Is Facebook the real bogeyman? Social media giant oblivious to users' privacy

By Stephen L. Carter

This week brings a useful reminder that Facebook is not in the helping-you-keep-in-touch-with-friends business. It’s in the ad-selling business — a business that requires data. Lots of data.

Long story short: On Wednesday, Apple shut down a research app Facebook had distributed to some iPhone and iPad users, paying them up to $10 in exchange for downloading the app, and $20 a month to keep it installed. The app allowed Facebook to collect an enormous amount of user data. News coverage has emphasized the privacy aspects of the story, painting the issue principally in terms of good and evil. Apple is again portrayed as the champion of user protection; Facebook, as usual, is the bogeyman, indifferent to the privacy of its users.


Facebook seems clearly to have earned its latest privacy black eye, but it’s important not to overstate what’s going on here. This is essentially a contract dispute.

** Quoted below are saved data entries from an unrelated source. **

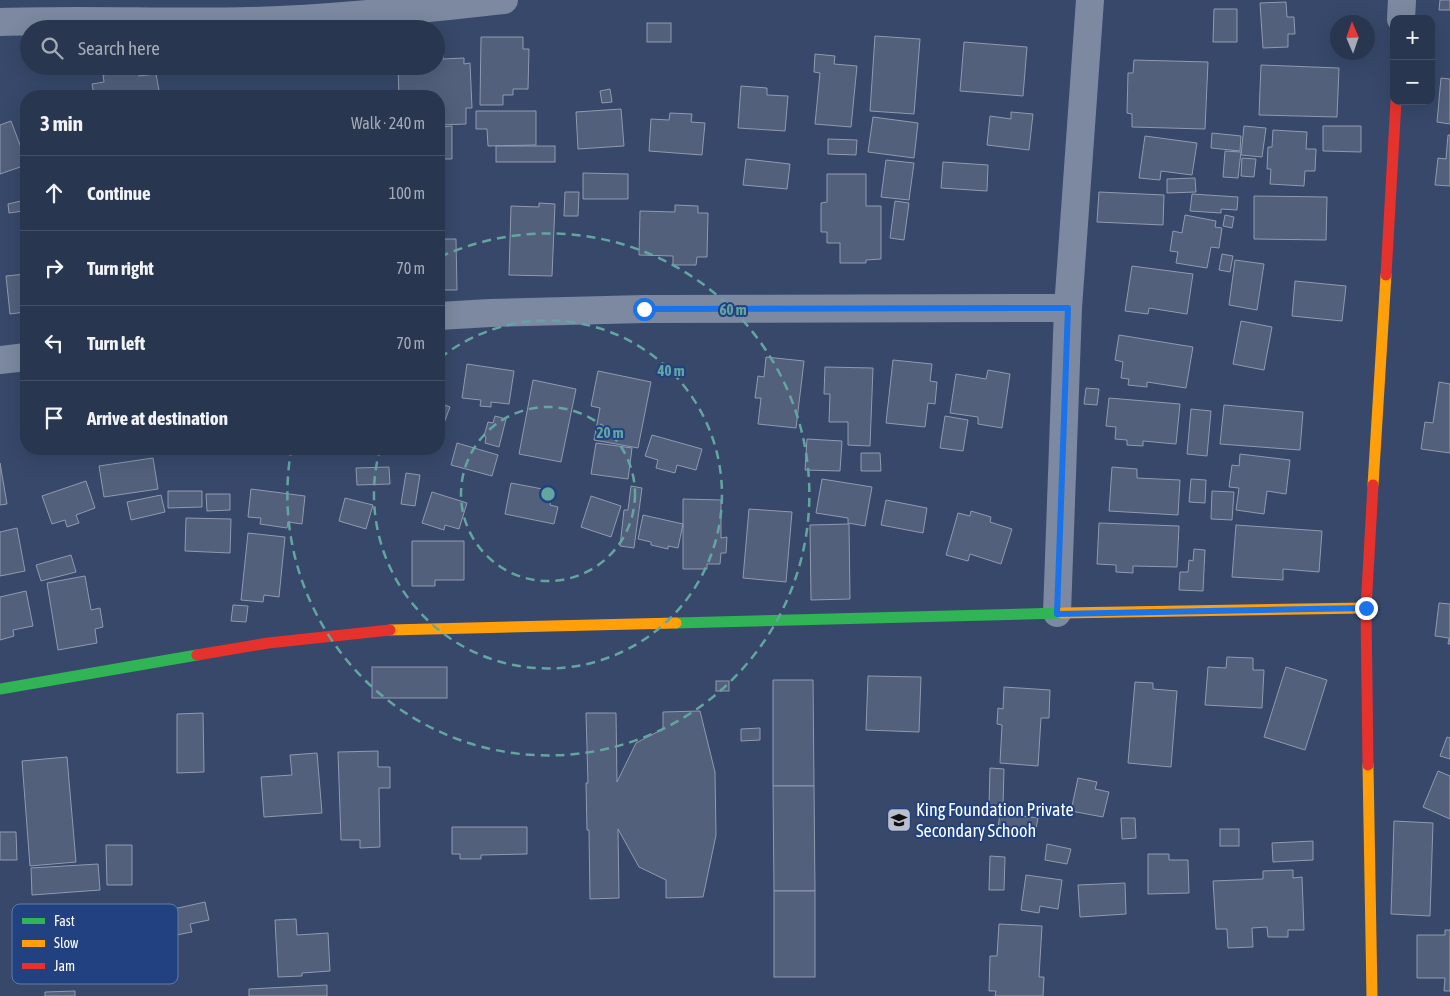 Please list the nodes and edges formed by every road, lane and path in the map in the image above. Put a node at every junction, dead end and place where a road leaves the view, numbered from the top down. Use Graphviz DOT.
graph roads {
  1 [pos="504,0"];
  2 [pos="1090,0"];
  3 [pos="1402,0"];
  4 [pos="68,10"];
  5 [pos="1401,15"];
  6 [pos="236,20"];
  7 [pos="274,20"];
  8 [pos="0,22"];
  9 [pos="1396,105"];
  10 [pos="1068,308"];
  11 [pos="445,316"];
  12 [pos="20,358"];
  13 [pos="0,360"];
  14 [pos="1366,608"];
  15 [pos="1057,614"];
  16 [pos="0,689"];
  17 [pos="1372,996"];
  1 -- 7 [label="street"];
  2 -- 10 [label="street"];
  3 -- 5 [label="street"];
  4 -- 6 [label="street"];
  4 -- 8 [label="street"];
  9 -- 14 [label="street"];
  10 -- 11 [label="street"];
  10 -- 15 [label="street"];
  12 -- 13 [label="street"];
  14 -- 15 [label="street"];
  14 -- 17 [label="street"];
  15 -- 16 [label="street"];
} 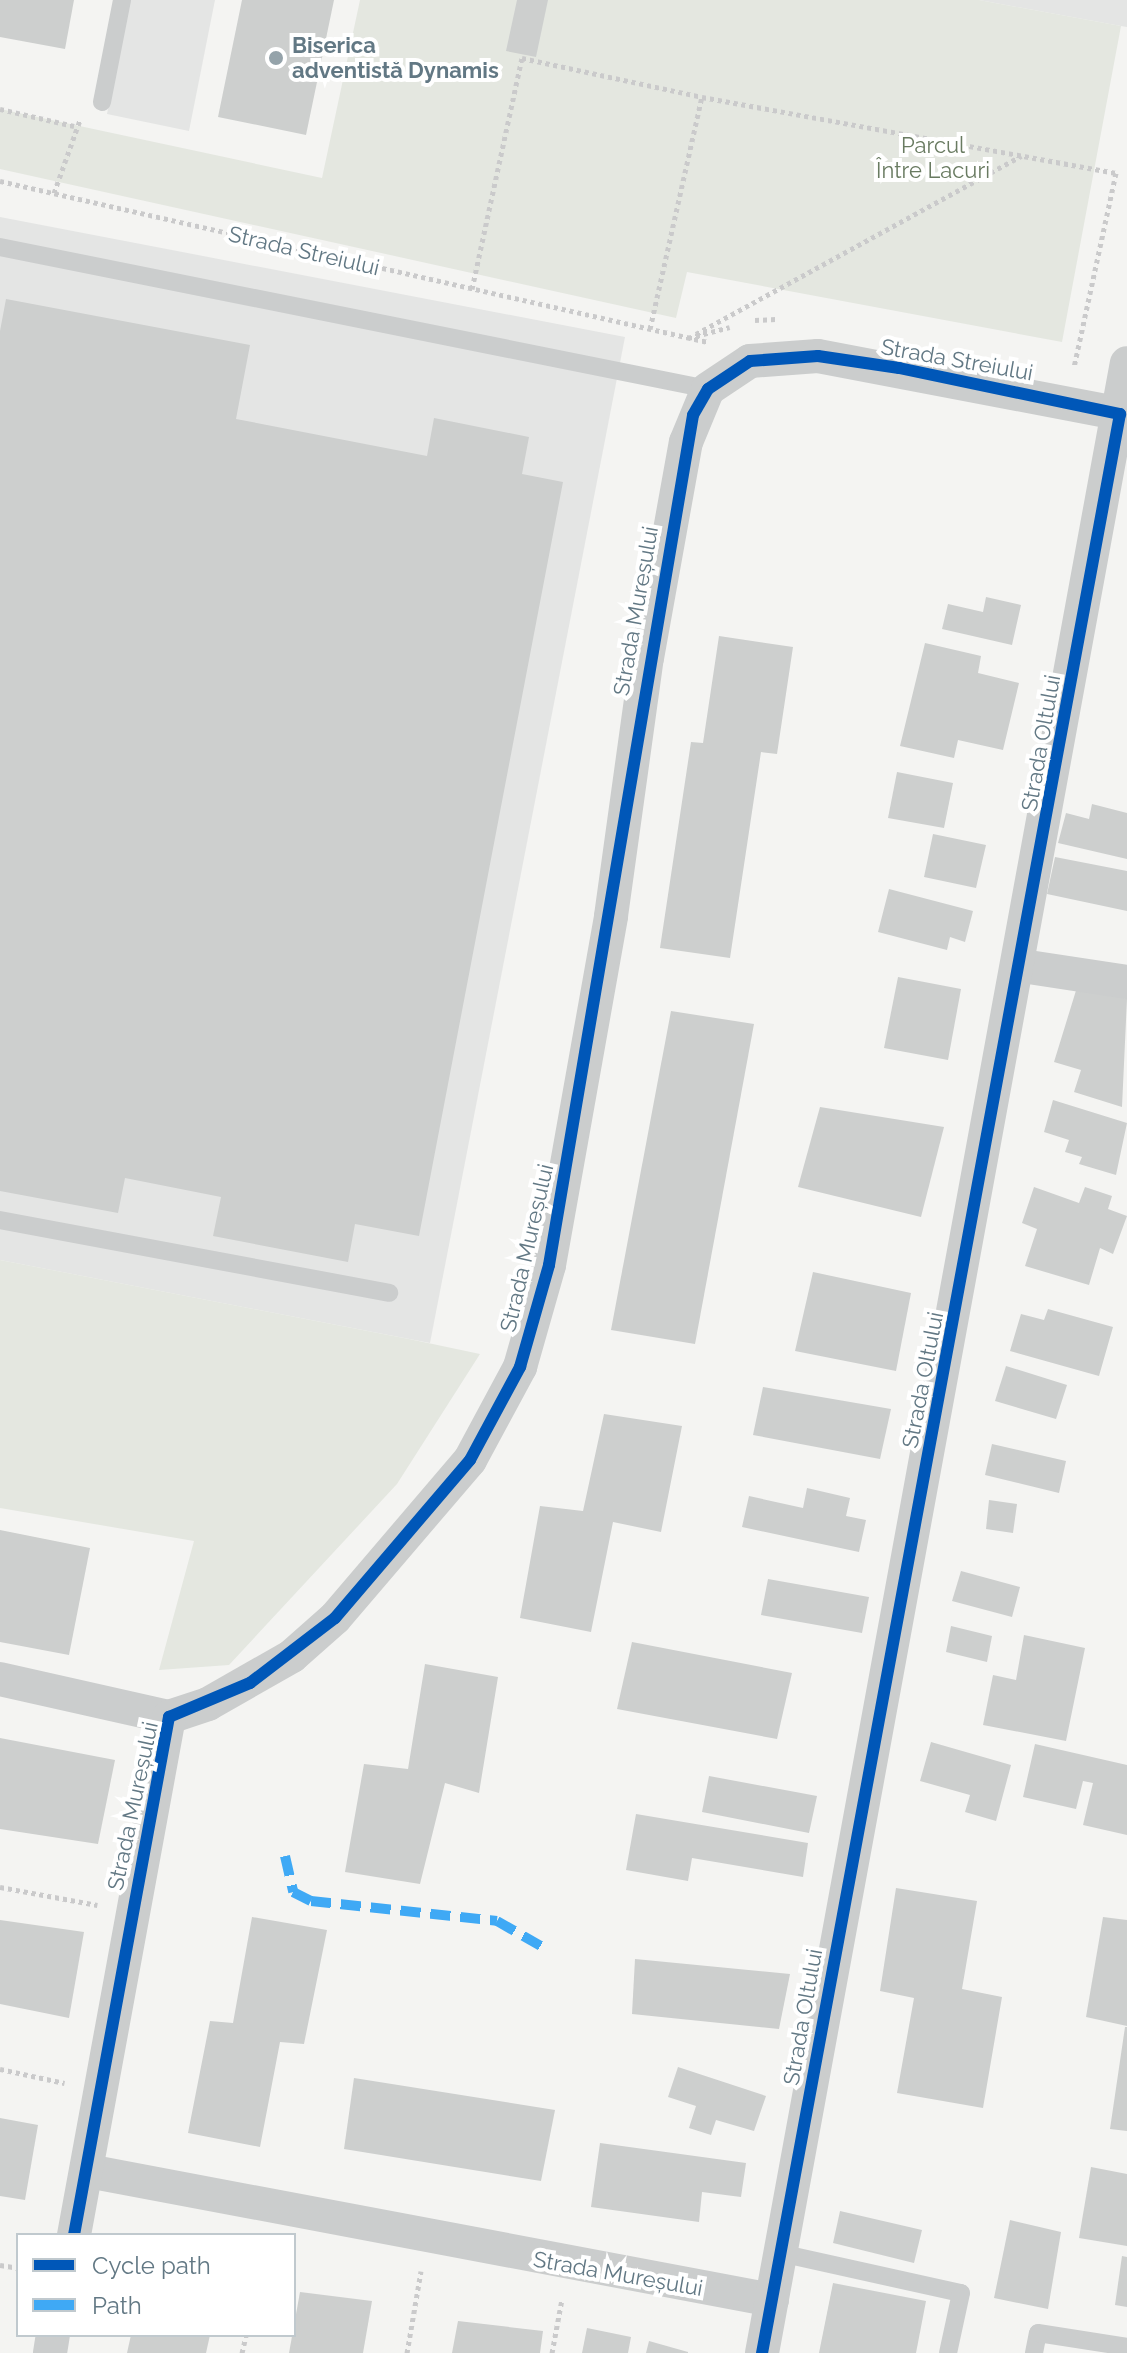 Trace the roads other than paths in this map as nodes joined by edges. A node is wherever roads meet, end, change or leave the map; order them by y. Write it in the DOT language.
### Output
graph roads {
  1 [pos="122,0"];
  2 [pos="102,102"];
  3 [pos="0,247"];
  4 [pos="1127,363"];
  5 [pos="708,389"];
  6 [pos="1124,414"];
  7 [pos="1022,966"];
  8 [pos="1127,982"];
  9 [pos="0,1220"];
  10 [pos="389,1293"];
  11 [pos="0,1679"];
  12 [pos="169,1717"];
  13 [pos="88,2171"];
  14 [pos="74,2233"];
  15 [pos="780,2253"];
  16 [pos="772,2300"];
  17 [pos="1127,2347"];
  18 [pos="762,2353"];
  19 [pos="948,2353"];
  20 [pos="1034,2353"];
  1 -- 2 [label="lane"];
  3 -- 5 [label="lane"];
  4 -- 6 [label="street, Strada Oltului"];
  5 -- 6 [label="street, Strada Streiului"];
  5 -- 12 [label="street, Strada Mureșului"];
  6 -- 7 [label="street, Strada Oltului"];
  7 -- 8 [label="street"];
  7 -- 15 [label="street, Strada Oltului"];
  9 -- 10 [label="lane"];
  11 -- 12 [label="street, Strada Mureșului"];
  12 -- 13 [label="street, Strada Mureșului"];
  13 -- 14 [label="street, Strada Mureșului"];
  13 -- 16 [label="street, Strada Mureșului"];
  15 -- 16 [label="street, Strada Oltului"];
  15 -- 19 [label="lane"];
  16 -- 18 [label="street, Strada Oltului"];
  17 -- 20 [label="lane"];
}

Some background. In addition to services that allow companies to distribute software to consumers in the form of apps, Apple also offers something called the Developer Enterprise Program, which provides a certificate that allows distribution of apps to multiple iOS users within a firm, bypassing the App Store. For example, the firm can develop a communications app for internal use and, using the certificate, download it to all employee iPhones and iPads. It can use the same process to share beta versions of potential apps among its in-house researchers.

As first reported by TechCrunch, however, since 2016 Facebook has been using its certificate to offer users the opportunity to participate in a “paid social media research study.” The offer, made through ads on Snapchat and Instagram, targeted users between 13 and 35, but was mainly aimed at teens aged 13 to 17. (Parental permission was required before teens could participate.) Those who signed up would receive money in exchange for Facebook’s ability to collect browsing history, location data, content of messages and more — including “which apps are on your phone” and “how and when you use them.”

To install the app, users were not directed to the App Store or Apple’s beta-testing system, either of which would have allowed Apple review the app before it could be installed on consumer devices. Instead, those who signed up for the research program were sent to a Facebook site from which they could download its certificate. That’s where the problem arose. The certificate does not permit distribution of apps to users outside the company.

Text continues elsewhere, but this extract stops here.